The notice also announced that yuan-based FDI, which was introduced in the second half of last year, has entered trial operation.
All overseas businesses can apply to bring their accumulated yuan from the offshore market back to the Chinese mainland through direct investments, including the founding of new companies, mergers and acquisitions and providing loans on the mainland. However, they are still forbidden from investing in restricted industries and sectors under the nation's control, according to the notice. Experts said it is a big step for the nation toward internationalizing its currency, and may promote cross-border yuan trade settlements.
Ma Jun, Deutsche Bank's chief economist in China, said in a report that it is the first time for the central bank to formalize its yuan-based FDI rules. The People's Bank of China introduced the program last year, but did not release any clear guidelines. Ma expected the notice to trigger more companies to issue yuan-dominated bonds – also known as "dim sum" bonds in Hong Kong – if more details on the program are issued in the near future.
So far, Hong Kong is a key market for yuan-based transactions. China has opened up Hong Kong as an offshore venue for investors to gain access to renminbi-denominated assets, allowing foreign companies and banks to raise funds in renminbi for cross-border trade and investment. However, any issuer of such debt still needs to get government approval to bring that money back to the mainland, which could be a complicated and obscure process.

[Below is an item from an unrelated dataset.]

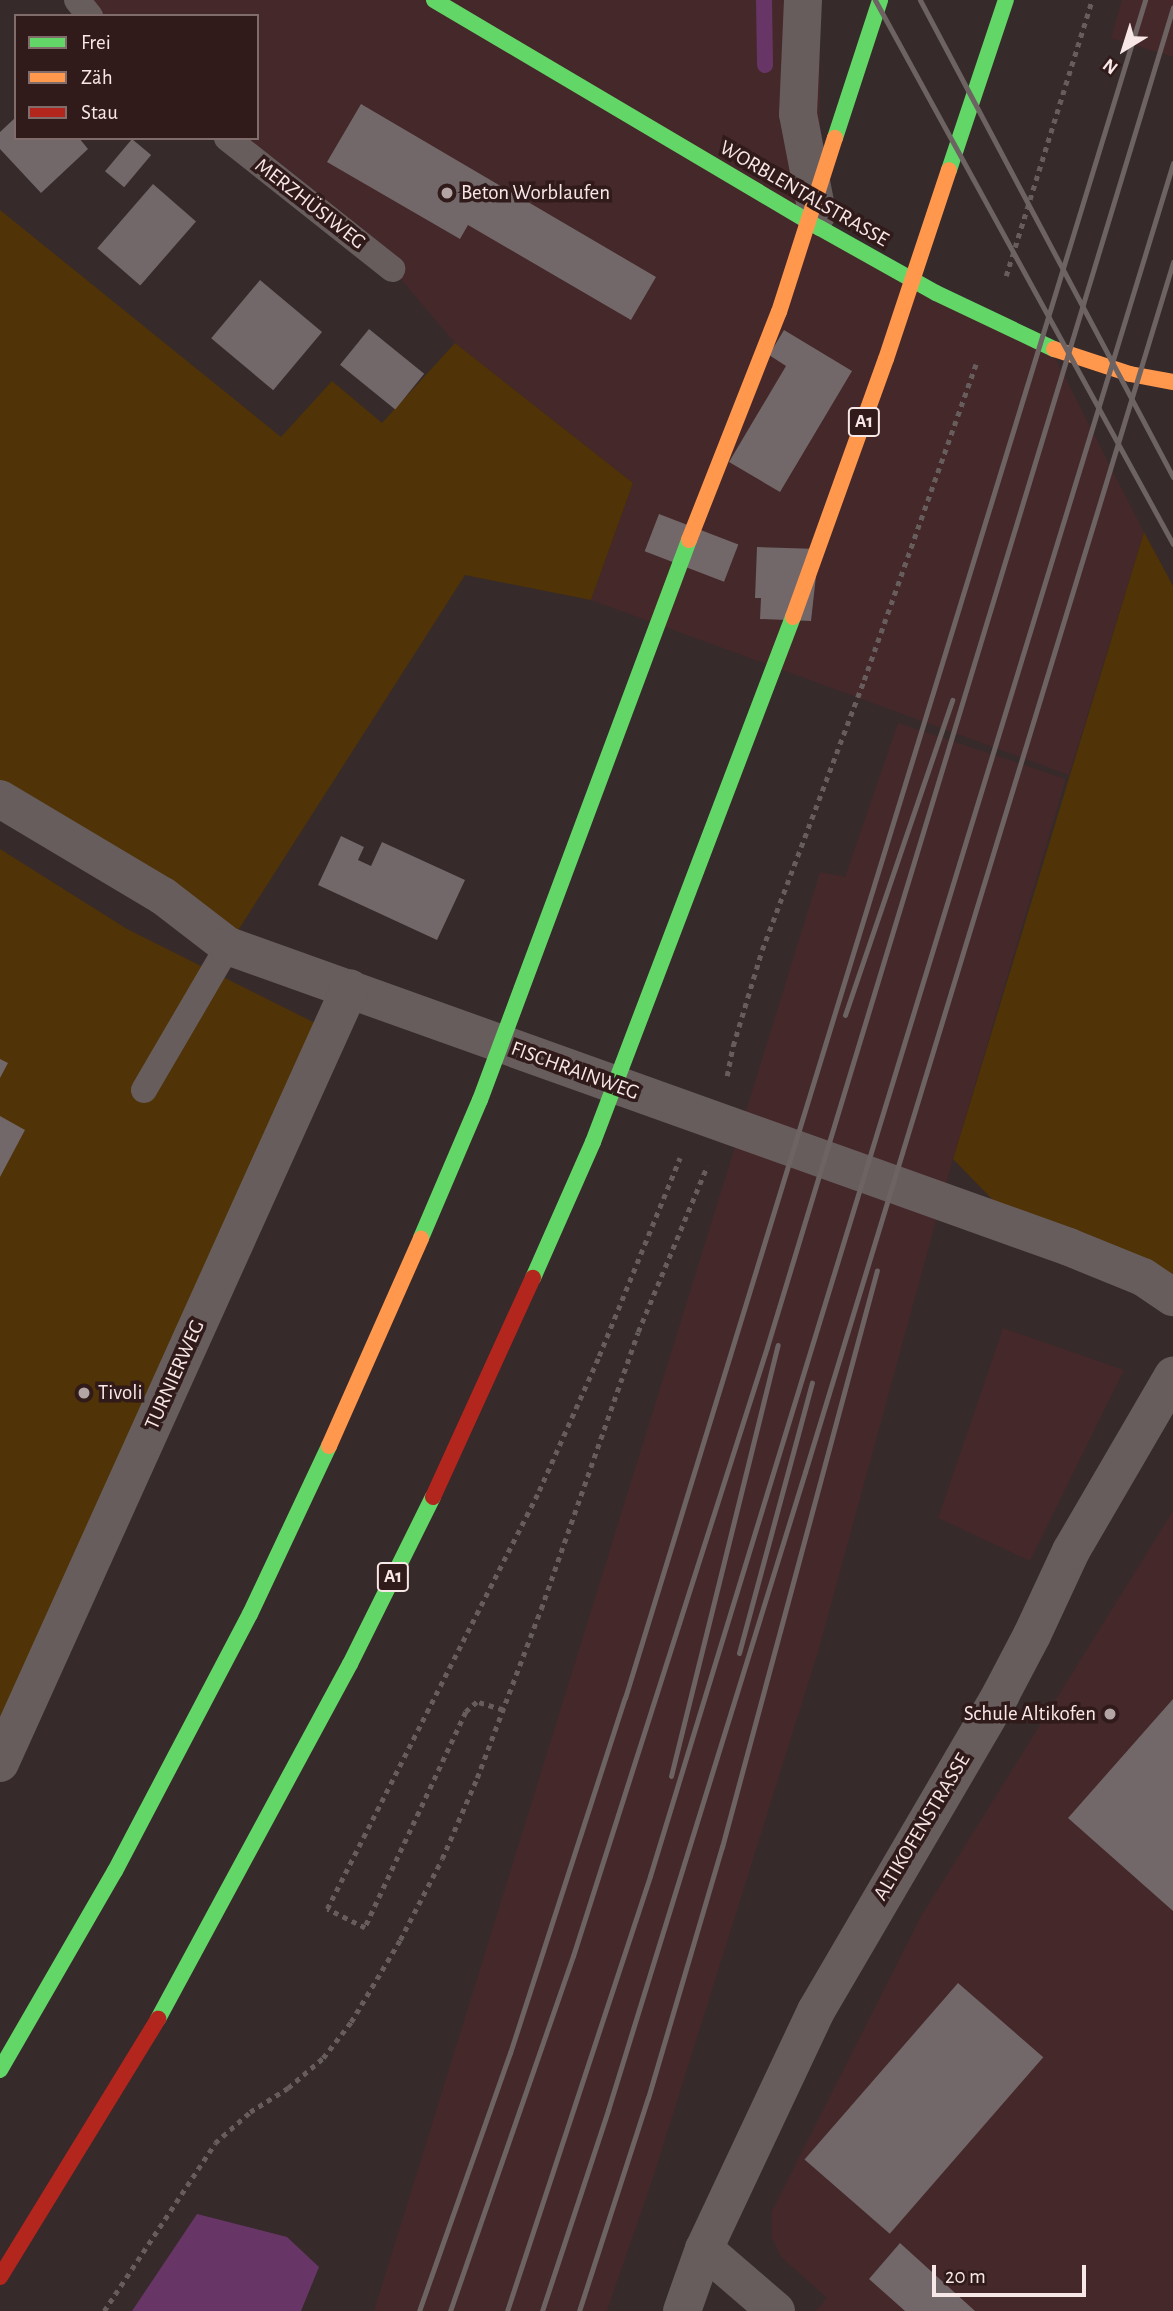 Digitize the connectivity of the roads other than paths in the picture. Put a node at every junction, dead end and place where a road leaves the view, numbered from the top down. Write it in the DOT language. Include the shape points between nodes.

Analysts expected more specific rules on the offshore yuan-based transactions to be issued before the end of this year, which may provide a greater degree of certainty and easier access to investors when they have renminbi funding in Hong Kong and elsewhere.
"Dim sum" bond sales in Hong Kong may increase to 200 billion yuan (US$31 billion) in 2011, from 37.5 billion yuan last year, as global investors bet on the yuan appreciating more than the currencies of Brazil, India and Russia, according to an estimate from Mizuho Securities Asia Ltd. Dim sum bond issuance has reached 68 billion yuan so far this year, Bloomberg reported.
The notice, which also aims at curbing speculative capital flows, formulated strict procedures for overseas non-financial businesses doing yuan-based FDI in offshore markets, and required overseas banks doing such transactions to be backed by trade settlements or business needs. Meanwhile, settlements must be made within three months of the transaction, according to the notice.
While taking a number of steps to promote the offshore trading of the yuan and to make it an international currency, Chinese regulators also continue to fight the inflow of hot money, which aims to take advantage of the yuan's appreciation. The yuan has gained 2% this year versus the US dollar to 6.47 as of Tuesday.
Yuan-based trade settlement totaled 360 billion yuan (US$55 billion) in the first quarter, Xinhua news agency reported, citing the central bank. That's 15 percent more than the final quarter of 2010 and almost 20 times higher than a year earlier.